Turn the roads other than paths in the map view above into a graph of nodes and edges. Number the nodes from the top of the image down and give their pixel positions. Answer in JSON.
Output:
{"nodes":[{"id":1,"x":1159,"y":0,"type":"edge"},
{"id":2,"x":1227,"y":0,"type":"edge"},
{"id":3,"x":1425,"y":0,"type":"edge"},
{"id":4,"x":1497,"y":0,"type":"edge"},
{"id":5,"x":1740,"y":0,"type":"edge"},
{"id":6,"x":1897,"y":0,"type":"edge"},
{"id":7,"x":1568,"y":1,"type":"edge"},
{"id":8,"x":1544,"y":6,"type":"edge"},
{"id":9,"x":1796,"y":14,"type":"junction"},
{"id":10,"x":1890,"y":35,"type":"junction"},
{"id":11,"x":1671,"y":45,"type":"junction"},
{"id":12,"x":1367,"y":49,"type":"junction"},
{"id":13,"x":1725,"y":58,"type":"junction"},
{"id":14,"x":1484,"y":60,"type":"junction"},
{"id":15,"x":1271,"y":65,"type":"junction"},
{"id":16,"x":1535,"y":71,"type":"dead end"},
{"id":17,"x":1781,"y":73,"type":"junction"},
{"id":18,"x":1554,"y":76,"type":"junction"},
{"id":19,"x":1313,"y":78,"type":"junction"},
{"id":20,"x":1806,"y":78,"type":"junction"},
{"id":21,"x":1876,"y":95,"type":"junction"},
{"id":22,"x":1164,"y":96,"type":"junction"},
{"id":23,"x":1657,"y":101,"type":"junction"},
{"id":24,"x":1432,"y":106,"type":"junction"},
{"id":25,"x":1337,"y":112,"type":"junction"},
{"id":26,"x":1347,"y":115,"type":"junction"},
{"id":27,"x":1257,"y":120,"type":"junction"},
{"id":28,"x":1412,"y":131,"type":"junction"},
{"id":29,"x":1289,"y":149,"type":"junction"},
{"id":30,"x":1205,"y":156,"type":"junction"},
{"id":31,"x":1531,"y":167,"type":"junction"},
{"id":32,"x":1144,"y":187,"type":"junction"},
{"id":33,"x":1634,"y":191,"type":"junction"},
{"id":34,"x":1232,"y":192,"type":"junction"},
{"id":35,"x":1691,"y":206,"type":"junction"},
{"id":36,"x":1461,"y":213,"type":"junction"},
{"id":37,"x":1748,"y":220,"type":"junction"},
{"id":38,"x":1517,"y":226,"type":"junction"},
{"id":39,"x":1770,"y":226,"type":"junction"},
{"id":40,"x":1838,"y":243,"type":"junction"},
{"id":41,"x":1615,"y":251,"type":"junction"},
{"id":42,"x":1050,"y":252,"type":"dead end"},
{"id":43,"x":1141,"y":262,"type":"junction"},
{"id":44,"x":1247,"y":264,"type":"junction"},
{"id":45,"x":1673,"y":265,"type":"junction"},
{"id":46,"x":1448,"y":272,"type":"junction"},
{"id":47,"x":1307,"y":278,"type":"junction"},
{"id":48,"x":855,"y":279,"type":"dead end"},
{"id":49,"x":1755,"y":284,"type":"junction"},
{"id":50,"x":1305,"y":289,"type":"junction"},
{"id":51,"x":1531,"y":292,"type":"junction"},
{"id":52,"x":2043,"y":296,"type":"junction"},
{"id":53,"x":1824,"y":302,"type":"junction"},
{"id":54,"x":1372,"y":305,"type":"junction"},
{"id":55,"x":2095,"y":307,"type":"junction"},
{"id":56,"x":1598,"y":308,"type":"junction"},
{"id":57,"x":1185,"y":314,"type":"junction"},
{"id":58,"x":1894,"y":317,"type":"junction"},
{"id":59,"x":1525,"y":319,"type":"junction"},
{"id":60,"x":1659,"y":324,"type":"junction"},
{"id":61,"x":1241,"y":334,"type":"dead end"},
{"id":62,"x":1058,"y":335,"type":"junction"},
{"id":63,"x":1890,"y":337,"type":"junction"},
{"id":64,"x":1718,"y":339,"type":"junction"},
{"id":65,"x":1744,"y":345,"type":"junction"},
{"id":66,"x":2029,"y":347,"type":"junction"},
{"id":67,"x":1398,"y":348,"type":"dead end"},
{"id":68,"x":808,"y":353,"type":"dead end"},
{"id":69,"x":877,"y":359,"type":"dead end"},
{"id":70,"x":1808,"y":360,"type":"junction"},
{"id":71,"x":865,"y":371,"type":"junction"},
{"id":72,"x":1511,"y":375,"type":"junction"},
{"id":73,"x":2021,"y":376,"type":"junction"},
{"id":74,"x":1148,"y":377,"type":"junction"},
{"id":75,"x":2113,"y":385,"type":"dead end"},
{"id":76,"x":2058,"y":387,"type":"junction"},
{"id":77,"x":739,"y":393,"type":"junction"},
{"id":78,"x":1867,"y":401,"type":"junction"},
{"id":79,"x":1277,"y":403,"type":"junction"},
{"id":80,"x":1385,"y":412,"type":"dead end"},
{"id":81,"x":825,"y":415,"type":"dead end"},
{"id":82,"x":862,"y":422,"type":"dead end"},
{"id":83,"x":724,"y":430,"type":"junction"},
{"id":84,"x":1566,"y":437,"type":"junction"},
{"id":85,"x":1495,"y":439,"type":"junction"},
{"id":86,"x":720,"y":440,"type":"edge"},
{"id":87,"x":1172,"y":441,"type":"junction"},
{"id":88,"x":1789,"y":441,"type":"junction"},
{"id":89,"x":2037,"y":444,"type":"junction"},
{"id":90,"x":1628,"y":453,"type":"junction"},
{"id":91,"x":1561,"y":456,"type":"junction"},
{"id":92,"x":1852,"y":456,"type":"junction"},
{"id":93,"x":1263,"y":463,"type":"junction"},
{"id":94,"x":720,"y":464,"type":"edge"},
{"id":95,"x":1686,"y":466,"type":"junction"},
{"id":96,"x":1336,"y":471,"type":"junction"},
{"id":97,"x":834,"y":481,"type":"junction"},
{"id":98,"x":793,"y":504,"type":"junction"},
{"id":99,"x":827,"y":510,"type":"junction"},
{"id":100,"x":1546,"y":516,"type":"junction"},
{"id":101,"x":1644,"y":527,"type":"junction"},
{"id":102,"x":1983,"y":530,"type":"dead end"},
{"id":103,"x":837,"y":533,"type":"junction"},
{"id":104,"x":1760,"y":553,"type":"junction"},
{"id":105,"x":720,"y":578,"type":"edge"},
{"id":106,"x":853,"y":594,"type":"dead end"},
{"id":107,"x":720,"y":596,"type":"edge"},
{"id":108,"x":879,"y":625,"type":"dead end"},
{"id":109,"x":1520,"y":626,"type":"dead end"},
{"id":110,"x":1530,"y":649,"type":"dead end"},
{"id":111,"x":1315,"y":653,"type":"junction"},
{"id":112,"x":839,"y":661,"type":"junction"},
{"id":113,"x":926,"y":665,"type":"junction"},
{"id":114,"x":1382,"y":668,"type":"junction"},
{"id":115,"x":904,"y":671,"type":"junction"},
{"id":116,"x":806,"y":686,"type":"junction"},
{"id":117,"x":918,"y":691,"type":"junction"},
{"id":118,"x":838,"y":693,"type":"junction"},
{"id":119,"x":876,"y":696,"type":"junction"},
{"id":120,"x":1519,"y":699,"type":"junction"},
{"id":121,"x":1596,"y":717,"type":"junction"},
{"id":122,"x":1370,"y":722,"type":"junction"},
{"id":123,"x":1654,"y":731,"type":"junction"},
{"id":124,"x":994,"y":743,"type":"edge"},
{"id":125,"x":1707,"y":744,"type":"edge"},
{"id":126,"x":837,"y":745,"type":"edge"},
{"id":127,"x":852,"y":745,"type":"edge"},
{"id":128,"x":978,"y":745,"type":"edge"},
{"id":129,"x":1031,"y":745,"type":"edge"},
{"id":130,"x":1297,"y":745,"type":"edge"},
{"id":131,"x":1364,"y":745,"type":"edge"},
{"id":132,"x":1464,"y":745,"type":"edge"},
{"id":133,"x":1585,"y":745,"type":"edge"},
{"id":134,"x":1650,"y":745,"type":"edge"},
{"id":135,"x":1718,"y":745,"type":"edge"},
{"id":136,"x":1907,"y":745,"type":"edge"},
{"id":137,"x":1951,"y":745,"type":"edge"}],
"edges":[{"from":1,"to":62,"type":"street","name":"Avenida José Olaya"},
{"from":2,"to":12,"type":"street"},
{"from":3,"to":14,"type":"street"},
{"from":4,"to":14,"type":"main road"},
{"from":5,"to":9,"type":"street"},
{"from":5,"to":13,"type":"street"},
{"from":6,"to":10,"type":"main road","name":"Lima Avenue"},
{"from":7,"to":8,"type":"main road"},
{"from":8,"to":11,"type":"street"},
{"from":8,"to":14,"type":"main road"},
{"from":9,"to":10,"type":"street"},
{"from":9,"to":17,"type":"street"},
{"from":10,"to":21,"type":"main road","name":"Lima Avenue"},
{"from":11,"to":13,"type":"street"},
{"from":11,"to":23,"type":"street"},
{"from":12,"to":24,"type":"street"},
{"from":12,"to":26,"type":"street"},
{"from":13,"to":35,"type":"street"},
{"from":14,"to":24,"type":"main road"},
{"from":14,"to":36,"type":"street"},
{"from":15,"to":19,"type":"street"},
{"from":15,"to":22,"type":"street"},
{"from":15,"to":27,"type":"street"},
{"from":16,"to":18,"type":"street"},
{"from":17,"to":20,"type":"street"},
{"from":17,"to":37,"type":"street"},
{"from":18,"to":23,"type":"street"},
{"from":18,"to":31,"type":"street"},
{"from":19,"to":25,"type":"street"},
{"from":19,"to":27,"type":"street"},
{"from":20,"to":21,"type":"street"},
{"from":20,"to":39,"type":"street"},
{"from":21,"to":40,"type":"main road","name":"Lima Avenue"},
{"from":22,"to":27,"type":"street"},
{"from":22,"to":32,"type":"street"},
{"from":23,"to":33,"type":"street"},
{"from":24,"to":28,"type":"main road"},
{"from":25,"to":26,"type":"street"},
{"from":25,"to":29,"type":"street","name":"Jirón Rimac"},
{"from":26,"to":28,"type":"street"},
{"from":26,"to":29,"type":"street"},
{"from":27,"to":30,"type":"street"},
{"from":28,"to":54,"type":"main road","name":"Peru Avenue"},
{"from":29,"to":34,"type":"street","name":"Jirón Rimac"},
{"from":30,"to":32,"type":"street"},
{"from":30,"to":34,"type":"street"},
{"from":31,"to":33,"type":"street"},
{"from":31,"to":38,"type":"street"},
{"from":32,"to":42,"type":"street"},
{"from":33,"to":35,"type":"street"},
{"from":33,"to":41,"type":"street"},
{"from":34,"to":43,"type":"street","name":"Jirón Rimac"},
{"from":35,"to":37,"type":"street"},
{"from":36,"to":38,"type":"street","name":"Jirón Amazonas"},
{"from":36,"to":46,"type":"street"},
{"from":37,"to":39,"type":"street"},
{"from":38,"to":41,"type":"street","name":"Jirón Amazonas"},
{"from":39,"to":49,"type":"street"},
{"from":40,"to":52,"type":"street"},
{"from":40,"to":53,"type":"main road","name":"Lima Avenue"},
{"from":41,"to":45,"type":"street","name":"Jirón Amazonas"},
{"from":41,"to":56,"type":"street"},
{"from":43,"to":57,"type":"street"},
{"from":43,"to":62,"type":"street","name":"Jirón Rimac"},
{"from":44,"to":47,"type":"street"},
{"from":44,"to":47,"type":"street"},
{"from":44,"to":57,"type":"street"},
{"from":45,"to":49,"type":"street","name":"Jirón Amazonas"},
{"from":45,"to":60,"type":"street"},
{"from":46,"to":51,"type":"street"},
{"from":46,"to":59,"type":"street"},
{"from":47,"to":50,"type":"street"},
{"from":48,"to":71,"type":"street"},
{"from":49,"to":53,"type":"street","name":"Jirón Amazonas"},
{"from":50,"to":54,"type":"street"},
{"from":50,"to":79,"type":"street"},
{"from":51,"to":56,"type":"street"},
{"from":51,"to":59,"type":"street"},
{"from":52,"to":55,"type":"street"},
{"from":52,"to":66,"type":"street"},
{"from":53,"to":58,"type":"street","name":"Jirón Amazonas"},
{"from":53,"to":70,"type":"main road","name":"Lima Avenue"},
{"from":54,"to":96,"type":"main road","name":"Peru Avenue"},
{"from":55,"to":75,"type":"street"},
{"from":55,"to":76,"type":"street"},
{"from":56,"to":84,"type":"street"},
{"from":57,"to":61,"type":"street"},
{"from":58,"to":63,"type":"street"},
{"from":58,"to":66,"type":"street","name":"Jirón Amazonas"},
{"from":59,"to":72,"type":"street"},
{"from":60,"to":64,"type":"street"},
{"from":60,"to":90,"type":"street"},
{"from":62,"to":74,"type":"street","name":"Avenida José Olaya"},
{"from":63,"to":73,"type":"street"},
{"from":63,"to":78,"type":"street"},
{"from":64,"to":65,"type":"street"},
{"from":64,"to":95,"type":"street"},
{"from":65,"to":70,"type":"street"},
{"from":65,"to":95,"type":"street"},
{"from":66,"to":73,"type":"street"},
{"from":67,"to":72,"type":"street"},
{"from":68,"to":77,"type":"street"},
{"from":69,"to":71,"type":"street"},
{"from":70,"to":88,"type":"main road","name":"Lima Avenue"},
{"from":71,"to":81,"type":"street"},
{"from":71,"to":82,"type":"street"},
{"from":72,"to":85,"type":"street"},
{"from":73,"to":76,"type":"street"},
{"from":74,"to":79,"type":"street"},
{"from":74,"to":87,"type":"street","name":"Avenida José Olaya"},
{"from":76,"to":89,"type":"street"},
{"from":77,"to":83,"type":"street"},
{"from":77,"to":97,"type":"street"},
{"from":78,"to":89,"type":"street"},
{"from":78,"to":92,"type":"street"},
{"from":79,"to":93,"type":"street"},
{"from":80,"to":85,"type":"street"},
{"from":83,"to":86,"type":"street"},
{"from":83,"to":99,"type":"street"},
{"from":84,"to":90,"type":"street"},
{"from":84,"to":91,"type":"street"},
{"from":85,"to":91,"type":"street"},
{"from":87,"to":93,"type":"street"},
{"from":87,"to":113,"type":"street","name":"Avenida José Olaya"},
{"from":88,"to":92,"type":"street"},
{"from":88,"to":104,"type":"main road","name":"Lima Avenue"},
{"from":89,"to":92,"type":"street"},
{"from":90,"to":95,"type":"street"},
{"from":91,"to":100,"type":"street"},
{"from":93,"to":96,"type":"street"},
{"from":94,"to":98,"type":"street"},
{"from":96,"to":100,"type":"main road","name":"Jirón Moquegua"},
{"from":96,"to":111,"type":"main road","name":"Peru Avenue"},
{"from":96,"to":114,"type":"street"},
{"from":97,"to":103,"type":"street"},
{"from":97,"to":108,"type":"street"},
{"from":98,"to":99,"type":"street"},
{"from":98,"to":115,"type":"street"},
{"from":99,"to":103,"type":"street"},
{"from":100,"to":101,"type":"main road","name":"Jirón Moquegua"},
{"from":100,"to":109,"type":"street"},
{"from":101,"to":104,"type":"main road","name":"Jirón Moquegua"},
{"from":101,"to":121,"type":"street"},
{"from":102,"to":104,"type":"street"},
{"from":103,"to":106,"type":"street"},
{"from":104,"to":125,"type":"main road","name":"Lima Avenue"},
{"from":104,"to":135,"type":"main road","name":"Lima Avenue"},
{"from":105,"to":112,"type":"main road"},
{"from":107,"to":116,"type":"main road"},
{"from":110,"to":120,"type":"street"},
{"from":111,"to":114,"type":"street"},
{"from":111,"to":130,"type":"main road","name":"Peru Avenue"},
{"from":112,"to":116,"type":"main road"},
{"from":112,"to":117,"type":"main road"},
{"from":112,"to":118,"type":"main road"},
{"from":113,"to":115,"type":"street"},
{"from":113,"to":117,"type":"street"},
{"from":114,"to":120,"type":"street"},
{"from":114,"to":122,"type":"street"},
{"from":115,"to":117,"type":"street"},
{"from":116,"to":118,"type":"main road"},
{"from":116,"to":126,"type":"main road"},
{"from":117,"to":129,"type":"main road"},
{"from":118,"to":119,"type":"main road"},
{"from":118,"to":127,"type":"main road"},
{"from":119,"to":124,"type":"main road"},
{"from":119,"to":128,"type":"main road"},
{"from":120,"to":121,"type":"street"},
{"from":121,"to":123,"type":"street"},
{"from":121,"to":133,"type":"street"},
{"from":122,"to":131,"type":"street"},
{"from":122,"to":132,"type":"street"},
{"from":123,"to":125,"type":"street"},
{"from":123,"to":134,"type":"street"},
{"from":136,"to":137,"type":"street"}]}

#### WHAT IS BEING ASKED
Whenever a line in the listing above includes the word "Rimac", return that line.

#### SOLUTION FOR THIS TASK
{"from":25,"to":29,"type":"street","name":"Jirón Rimac"},
{"from":29,"to":34,"type":"street","name":"Jirón Rimac"},
{"from":34,"to":43,"type":"street","name":"Jirón Rimac"},
{"from":43,"to":62,"type":"street","name":"Jirón Rimac"},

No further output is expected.